A new WLAN RF optimization solution

Author: Chen Songlin

Since 2010, the smartphone market has grown steadily. Smartphones generally provide a wireless local area network (WLAN) connection, which provides a broad market prospect for WLAN RF units.

Since the release of the WLAN standard in 1997, in order to improve the transmission rate and throughput, the physical layer protocol has been supplemented, and new requirements have been placed on the operating frequency, performance and complexity of the radio unit.

This paper reviews the development of the WLAN standard IEEE 802.11 and judges its development trend. Combined with the new requirements for RF units in specific applications for WLANs in smartphones, NXP will provide new RF solutions that fully meet the RF requirements of the latest WLAN standards.

WLAN history and development trends

Wireless Local Area Network (WLAN) is a local area network connection based on the IEEE 802.11 standard and using free ISM band RF resources. The first version of IEEE 802.11 was developed by the IEEE in 1997, which defines the media access control layer and the physical layer. The physical layer defines the ISM band with a working frequency of 2.4 GHz, and the total data transmission rate is 2 Mb/s.

In 1999, IEEE 802.11 added two complementary versions, IEEE 802.11a and IEEE 802.11b, where IEEE 802.11a defines the ISM band at 5 GHz with a data transmission rate of 54 Mb/s; while IEEE 802.11b still operates at 2.4 GHz. ISM band, but the transmission rate can reach 11Mb/s.

In 2003, IEEE supplemented the physical layer of WLAN and released IEEE 802.11g. This version still uses the 2.4GHz band, but the transfer rate is increased to 54Mb/s.

In 2009, the IEEE renewed the physical layer and introduced IEEE 802.11n. The standard supports both 2.4GHz and 5GHz bands, and can use double bandwidth of 40MHz to support Multiple Input Multiple Output (MIMO) technology. In theory, its highest transmission rate can reach 600Mb/s (this rate must meet 64QAM modulation, 5/6 encoding rate, 40MHz channel bandwidth, 400ns guard interval, 4 spatial streams, and each stream). The rate is 150 Mb/s).

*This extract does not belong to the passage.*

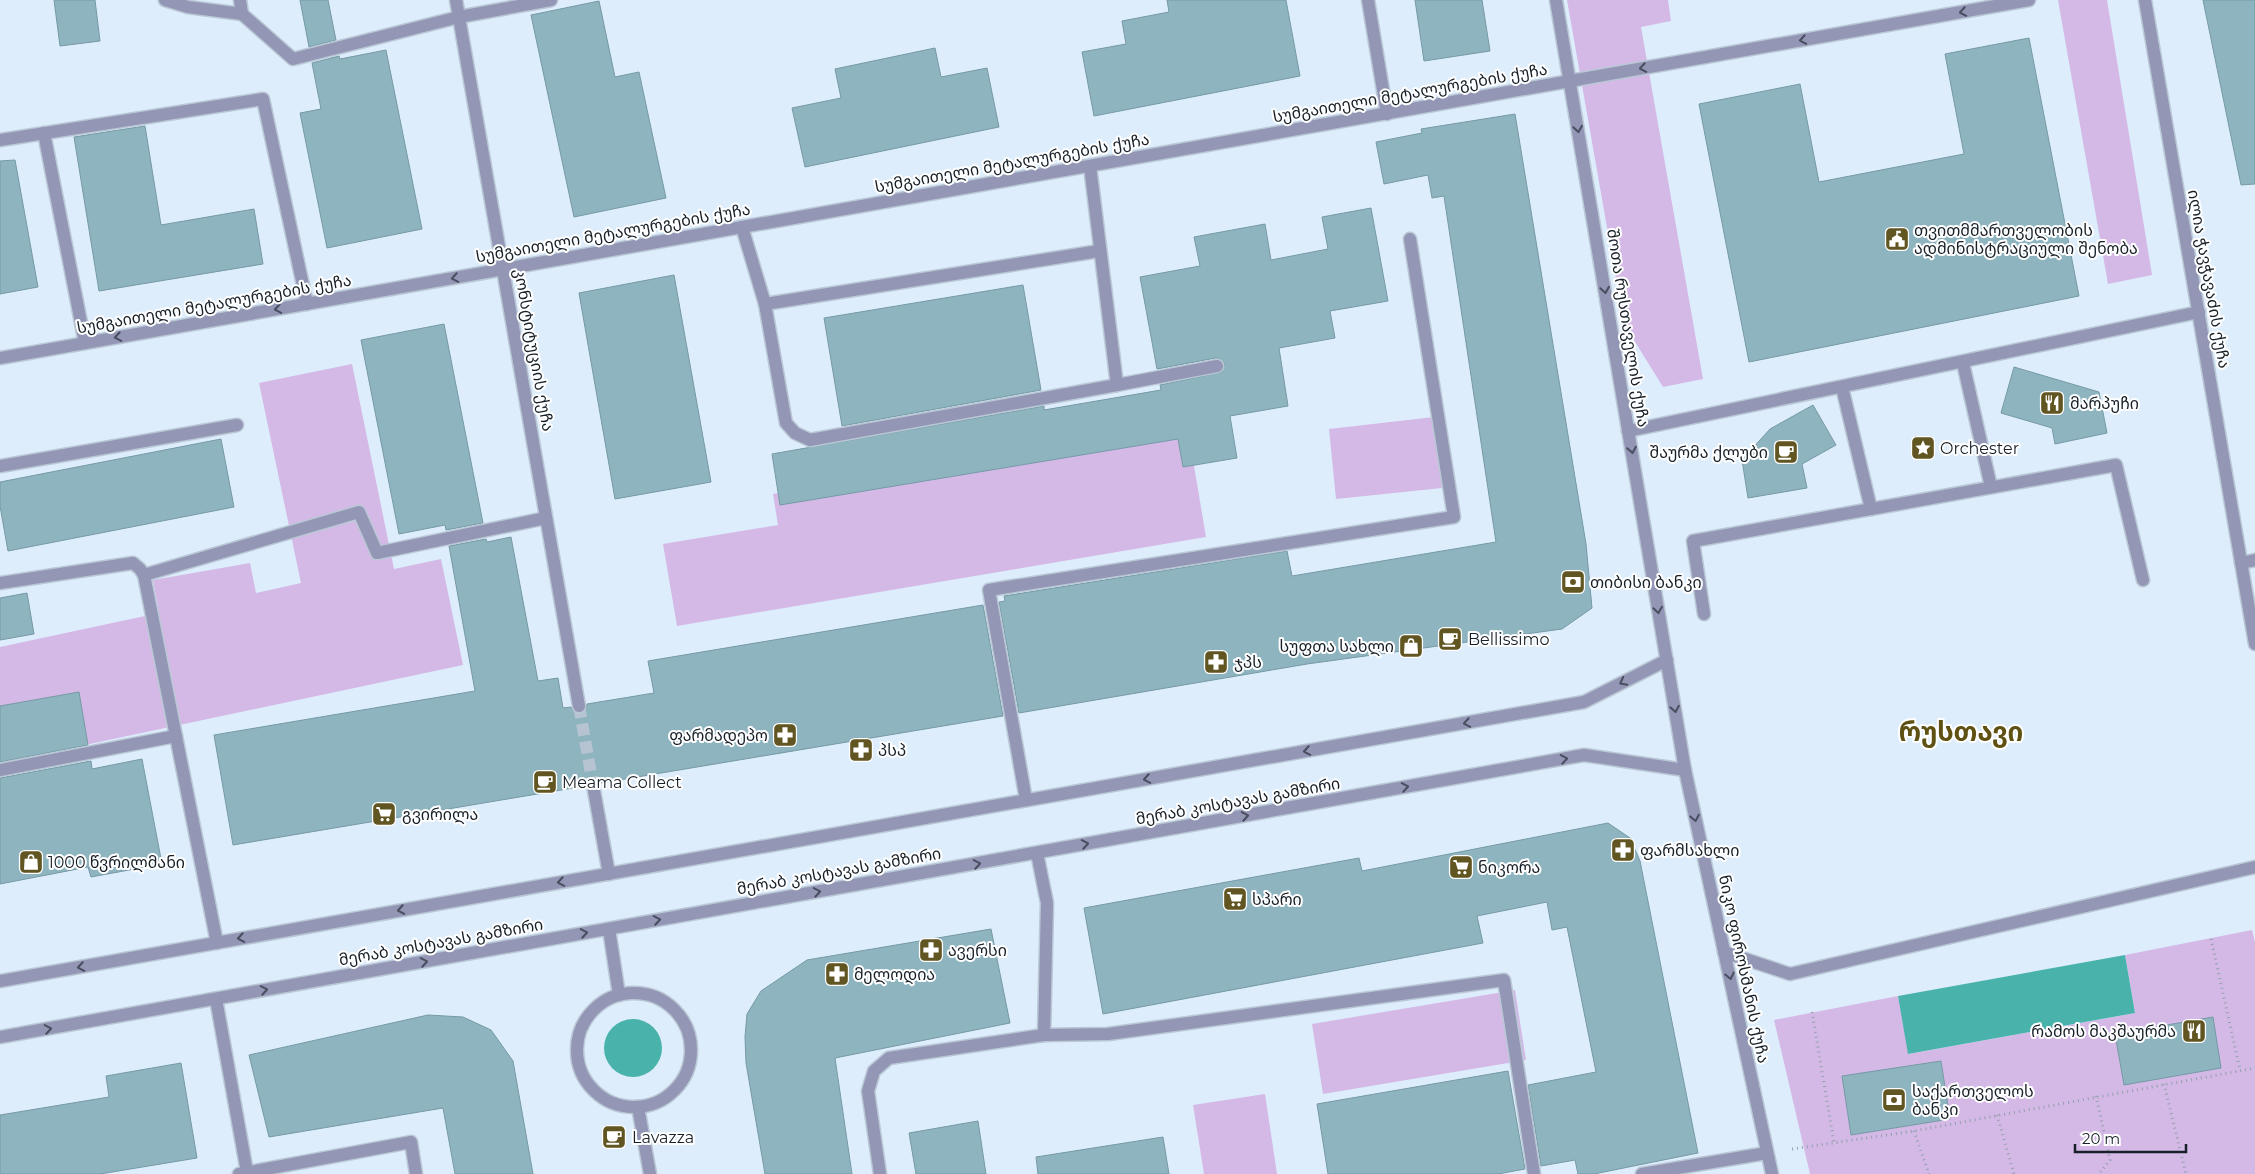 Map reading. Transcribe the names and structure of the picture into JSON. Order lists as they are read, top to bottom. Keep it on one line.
{"streets":{"street":["სუმგაითელი მეტალურგების ქუჩა","ილია ჭავჭავაძის ქუჩა","შოთა რუსთაველის ქუჩა","კონსტიტუციის ქუჩა","მერაბ კოსტავას გამზირი","ნიკო ფიროსმანის ქუჩა"]},"crossings":[["სუმგაითელი მეტალურგების ქუჩა","შოთა რუსთაველის ქუჩა"],["სუმგაითელი მეტალურგების ქუჩა","კონსტიტუციის ქუჩა"],["შოთა რუსთაველის ქუჩა","მერაბ კოსტავას გამზირი"],["შოთა რუსთაველის ქუჩა","ნიკო ფიროსმანის ქუჩა"],["მერაბ კოსტავას გამზირი","ნიკო ფიროსმანის ქუჩა"]],"one_way":["სუმგაითელი მეტალურგების ქუჩა","შოთა რუსთაველის ქუჩა","ნიკო ფიროსმანის ქუჩა"],"districts":["რუსთავი"],"places":{"public building":["თვითმმართველობის ადმინისტრაციული შენობა"],"restaurant":["მარპუჩი","რამოს მაკშაურმა"],"place":["Orchester"],"cafe":["შაურმა ქლუბი","Bellissimo","Meama Collect","Lavazza"],"bank":["თიბისი ბანკი","საქართველოს ბანკი"],"shop":["სუფთა სახლი","1000 წვრილმანი"],"pharmacy":["ჯპს","ფარმადეპო","პსპ","ფარმსახლი","ავერსი","მელოდია"],"supermarket":["გვირილა","ნიკორა","სპარი"]},"scale_bar":"20 m"} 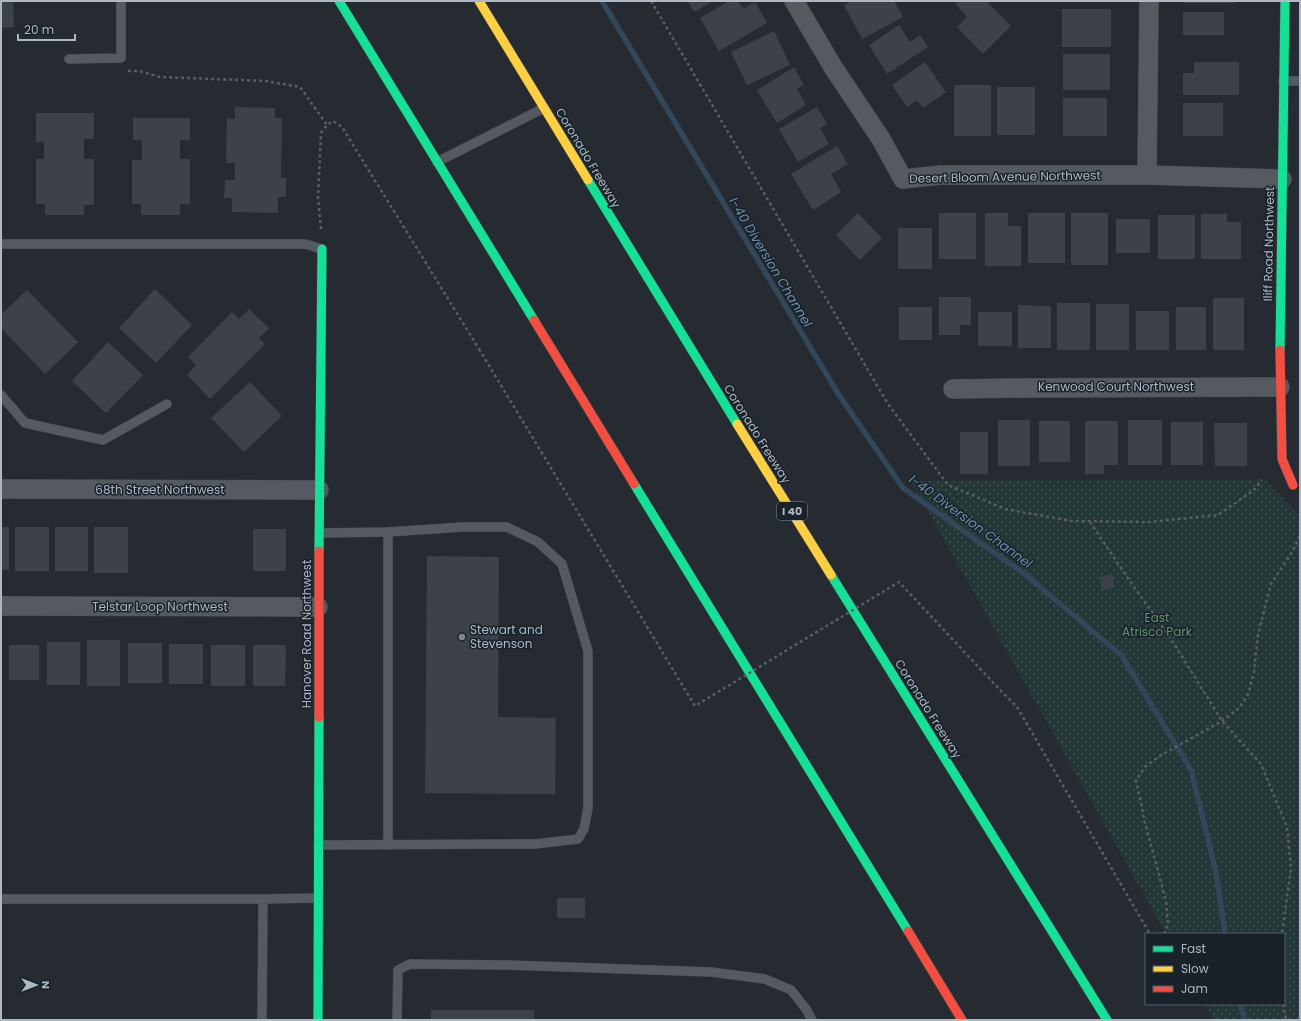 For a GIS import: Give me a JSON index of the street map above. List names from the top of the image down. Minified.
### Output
{"streets":{"main road":["Coronado Freeway","Iliff Road Northwest","I 40","Hanover Road Northwest"],"street":["Desert Bloom Avenue Northwest","Kenwood Court Northwest","68th Street Northwest","Telstar Loop Northwest"]},"crossings":[["Iliff Road Northwest","Kenwood Court Northwest"],["68th Street Northwest","Hanover Road Northwest"],["Telstar Loop Northwest","Hanover Road Northwest"]],"water":["I-40 Diversion Channel"],"parks":["East Atrisco Park"],"places":["Stewart and Stevenson"],"legend":["Fast","Slow","Jam"],"scale_bar":"20 m","north":"right"} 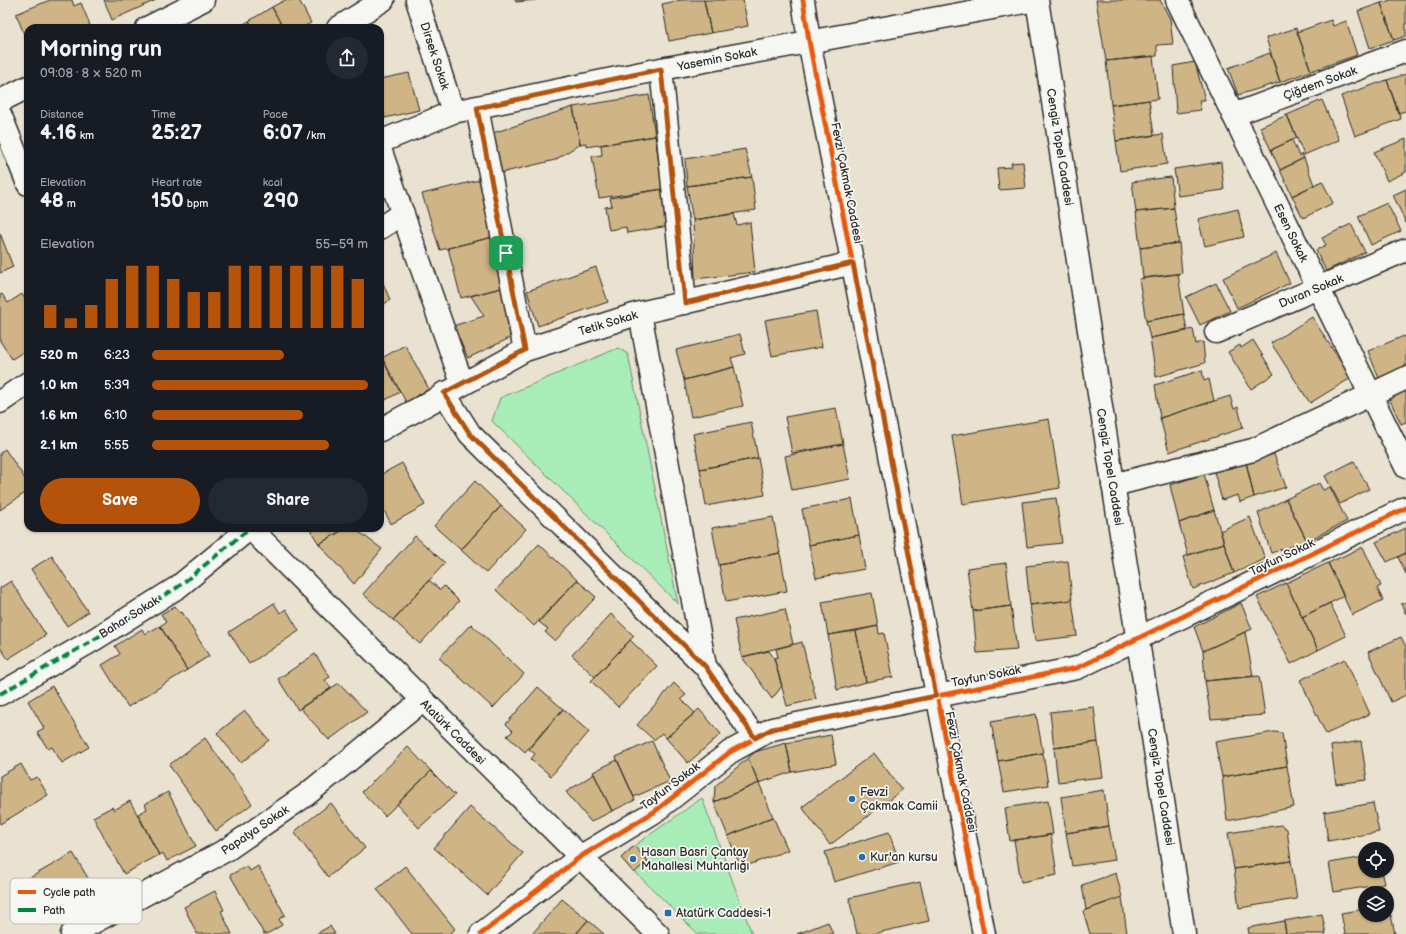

In January 2014, as an upgrade to IEEE 802.11n, the new version of IEEE 802.11ac was adopted, which uses the 5 GHz band to provide higher throughput (the rate at which data is successfully received). IEEE 802.11ac has a wider RF bandwidth (compared to the IEEE 802.11n 40MHz bandwidth, IEEE 802.11ac provides at least 80MHz, up to 160MHz bandwidth), with more MIMO space stream (up to 8 channels), and supports more downlink User Multiple Input Multiple (MU-MIMO), and more advanced 256-QAM digital modulation. Therefore, IEEE 802.11ac has a higher data transmission rate, and each stream can provide a transmission rate of up to 866.7 Mb/s in the case of 256QAM modulation, 5/6 coding rate, 160 MHz bandwidth, and 400 ns guard interval.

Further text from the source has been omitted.